Goal of the exercise
Your task is to work out how many lines in the data include the word "that". Reply with the number alone.

Collected data
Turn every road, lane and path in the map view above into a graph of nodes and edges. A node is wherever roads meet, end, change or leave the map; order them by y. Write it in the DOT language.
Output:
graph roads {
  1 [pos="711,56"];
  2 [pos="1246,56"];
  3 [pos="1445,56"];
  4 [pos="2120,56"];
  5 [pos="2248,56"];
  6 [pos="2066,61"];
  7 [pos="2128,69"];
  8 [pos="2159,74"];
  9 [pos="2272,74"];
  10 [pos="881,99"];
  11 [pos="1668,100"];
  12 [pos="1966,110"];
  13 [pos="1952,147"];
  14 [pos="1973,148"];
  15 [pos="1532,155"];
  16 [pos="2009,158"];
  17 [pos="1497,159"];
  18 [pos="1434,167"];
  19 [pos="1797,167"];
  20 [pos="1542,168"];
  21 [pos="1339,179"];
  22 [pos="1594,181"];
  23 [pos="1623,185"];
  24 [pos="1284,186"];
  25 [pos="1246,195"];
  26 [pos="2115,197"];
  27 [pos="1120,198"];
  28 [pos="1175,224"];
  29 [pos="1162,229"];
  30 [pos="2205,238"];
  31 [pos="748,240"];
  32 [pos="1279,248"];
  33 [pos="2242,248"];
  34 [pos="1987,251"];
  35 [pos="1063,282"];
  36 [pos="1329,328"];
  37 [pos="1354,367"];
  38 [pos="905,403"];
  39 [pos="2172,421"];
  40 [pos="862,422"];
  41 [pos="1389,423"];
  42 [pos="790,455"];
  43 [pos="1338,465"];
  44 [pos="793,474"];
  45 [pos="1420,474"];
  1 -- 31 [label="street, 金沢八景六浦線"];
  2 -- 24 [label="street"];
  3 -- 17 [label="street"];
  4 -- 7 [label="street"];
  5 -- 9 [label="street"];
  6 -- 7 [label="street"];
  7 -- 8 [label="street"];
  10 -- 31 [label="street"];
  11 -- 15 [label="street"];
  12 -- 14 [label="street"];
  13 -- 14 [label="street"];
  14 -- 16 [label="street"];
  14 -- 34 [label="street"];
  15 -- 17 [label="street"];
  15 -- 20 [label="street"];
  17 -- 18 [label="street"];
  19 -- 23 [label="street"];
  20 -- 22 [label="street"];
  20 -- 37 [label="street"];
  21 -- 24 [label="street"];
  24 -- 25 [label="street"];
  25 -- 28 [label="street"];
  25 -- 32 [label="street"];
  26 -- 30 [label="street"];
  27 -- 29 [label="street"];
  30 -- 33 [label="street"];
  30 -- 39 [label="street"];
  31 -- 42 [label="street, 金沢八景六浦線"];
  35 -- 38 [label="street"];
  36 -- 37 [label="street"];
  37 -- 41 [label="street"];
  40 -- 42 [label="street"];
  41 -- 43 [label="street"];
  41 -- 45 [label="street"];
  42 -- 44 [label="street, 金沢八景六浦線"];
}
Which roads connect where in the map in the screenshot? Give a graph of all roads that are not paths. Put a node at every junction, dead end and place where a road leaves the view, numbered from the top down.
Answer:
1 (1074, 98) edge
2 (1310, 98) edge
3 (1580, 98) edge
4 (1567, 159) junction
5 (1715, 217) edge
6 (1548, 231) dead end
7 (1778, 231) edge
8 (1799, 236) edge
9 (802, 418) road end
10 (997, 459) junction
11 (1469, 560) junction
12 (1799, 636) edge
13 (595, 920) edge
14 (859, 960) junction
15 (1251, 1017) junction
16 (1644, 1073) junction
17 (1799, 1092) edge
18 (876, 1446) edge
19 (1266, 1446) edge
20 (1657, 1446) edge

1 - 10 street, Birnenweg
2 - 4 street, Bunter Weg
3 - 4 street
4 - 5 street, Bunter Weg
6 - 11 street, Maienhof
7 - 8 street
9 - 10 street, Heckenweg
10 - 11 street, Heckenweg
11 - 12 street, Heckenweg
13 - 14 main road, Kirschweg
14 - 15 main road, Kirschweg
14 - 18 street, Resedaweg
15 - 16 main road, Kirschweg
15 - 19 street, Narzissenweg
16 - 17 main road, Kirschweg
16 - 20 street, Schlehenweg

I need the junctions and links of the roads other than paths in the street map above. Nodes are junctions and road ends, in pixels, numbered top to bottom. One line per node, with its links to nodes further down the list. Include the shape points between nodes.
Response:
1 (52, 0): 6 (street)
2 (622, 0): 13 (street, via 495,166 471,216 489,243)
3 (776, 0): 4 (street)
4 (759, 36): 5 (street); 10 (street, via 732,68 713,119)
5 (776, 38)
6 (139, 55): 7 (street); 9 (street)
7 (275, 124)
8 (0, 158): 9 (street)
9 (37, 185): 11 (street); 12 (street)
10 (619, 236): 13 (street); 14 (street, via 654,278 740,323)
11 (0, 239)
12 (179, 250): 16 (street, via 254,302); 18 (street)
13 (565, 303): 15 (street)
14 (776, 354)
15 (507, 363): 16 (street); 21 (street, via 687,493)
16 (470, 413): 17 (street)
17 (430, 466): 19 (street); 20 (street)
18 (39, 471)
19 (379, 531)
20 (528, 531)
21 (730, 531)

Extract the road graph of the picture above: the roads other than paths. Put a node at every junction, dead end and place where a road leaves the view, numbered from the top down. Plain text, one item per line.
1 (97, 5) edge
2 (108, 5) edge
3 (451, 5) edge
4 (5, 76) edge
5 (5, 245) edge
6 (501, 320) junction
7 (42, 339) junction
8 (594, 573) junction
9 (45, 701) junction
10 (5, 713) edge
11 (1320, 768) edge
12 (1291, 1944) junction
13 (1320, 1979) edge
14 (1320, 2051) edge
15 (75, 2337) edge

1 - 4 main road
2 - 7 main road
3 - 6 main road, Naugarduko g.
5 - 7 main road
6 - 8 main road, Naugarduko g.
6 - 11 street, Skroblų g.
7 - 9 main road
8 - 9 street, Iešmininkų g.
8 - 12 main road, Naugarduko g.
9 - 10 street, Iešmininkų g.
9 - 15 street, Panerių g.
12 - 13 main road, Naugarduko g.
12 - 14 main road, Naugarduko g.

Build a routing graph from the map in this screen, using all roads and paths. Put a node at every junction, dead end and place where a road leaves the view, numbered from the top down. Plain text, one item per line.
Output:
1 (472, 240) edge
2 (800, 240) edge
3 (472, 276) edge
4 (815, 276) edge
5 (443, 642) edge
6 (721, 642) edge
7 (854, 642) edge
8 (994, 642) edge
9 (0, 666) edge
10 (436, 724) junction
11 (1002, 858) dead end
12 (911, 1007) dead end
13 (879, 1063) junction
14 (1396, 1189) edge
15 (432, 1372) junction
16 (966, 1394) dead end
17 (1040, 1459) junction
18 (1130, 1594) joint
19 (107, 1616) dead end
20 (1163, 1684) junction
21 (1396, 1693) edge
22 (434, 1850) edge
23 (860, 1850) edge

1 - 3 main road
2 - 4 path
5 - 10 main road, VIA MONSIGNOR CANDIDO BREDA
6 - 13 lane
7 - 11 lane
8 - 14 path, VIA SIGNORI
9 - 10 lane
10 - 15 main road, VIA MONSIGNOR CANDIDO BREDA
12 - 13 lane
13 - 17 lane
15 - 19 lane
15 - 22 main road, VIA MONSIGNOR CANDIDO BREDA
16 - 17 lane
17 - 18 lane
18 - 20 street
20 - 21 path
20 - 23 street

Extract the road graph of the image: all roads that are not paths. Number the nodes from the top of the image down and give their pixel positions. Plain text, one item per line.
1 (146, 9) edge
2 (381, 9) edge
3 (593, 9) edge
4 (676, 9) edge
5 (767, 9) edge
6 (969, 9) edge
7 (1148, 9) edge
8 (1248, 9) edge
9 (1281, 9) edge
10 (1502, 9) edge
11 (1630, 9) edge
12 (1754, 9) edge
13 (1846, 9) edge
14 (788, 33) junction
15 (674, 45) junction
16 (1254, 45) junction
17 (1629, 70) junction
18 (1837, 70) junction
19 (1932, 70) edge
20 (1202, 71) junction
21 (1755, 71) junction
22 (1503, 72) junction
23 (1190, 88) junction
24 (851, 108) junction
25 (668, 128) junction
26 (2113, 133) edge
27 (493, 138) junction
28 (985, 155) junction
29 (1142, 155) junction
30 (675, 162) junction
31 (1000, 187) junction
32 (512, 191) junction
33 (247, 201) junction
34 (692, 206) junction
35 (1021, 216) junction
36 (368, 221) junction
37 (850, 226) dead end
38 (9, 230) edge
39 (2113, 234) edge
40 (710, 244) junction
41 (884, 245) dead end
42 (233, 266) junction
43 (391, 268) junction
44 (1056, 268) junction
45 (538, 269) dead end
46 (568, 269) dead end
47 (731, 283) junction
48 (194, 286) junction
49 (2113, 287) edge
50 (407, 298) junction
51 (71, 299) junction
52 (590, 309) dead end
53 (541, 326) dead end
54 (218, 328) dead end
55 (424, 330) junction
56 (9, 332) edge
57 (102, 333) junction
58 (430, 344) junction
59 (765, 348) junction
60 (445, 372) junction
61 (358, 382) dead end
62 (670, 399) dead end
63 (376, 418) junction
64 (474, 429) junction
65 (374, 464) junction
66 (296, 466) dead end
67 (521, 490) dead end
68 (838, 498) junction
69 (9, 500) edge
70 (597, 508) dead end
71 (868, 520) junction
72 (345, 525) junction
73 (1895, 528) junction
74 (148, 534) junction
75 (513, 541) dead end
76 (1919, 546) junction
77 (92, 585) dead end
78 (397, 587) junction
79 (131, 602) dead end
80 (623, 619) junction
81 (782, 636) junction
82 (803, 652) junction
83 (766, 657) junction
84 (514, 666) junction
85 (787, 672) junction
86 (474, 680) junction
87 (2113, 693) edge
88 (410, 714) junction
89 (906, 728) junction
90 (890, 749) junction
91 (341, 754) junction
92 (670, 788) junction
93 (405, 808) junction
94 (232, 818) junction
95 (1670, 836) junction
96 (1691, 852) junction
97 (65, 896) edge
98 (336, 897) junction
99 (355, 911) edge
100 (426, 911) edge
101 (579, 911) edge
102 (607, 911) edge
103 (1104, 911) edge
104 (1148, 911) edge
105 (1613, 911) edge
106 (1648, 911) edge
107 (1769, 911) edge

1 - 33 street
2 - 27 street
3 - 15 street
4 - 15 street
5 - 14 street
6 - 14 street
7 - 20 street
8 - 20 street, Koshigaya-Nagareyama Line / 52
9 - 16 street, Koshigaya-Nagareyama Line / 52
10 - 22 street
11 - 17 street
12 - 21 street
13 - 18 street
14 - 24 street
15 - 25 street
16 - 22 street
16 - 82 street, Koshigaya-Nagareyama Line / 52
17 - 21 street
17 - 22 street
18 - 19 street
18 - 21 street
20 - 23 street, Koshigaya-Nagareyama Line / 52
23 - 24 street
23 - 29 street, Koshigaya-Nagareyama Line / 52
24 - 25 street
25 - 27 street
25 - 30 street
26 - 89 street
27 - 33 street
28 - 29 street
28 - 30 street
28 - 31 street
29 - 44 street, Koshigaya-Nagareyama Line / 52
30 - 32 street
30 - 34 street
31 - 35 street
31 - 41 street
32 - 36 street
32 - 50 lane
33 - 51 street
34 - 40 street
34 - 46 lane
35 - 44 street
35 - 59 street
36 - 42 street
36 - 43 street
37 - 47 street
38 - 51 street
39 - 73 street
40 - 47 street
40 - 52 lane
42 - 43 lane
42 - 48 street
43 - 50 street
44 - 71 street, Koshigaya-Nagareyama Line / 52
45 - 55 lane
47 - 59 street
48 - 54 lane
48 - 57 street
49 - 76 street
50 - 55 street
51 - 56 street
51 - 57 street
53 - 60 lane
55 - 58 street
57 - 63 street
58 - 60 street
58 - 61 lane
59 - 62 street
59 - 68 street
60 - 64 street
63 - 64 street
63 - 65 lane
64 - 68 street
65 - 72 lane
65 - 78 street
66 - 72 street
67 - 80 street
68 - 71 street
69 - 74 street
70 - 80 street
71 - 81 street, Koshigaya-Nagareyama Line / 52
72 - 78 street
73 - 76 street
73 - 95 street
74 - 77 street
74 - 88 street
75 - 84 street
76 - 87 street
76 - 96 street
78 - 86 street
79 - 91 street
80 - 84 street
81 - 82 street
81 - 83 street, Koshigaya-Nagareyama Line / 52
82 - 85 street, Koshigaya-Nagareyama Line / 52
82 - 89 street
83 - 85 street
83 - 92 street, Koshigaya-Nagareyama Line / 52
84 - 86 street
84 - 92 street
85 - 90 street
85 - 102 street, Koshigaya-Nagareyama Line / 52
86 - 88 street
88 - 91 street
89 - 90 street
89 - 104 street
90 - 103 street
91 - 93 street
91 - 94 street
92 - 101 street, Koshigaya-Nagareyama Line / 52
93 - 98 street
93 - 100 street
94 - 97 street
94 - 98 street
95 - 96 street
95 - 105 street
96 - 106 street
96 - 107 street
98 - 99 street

Expected output
2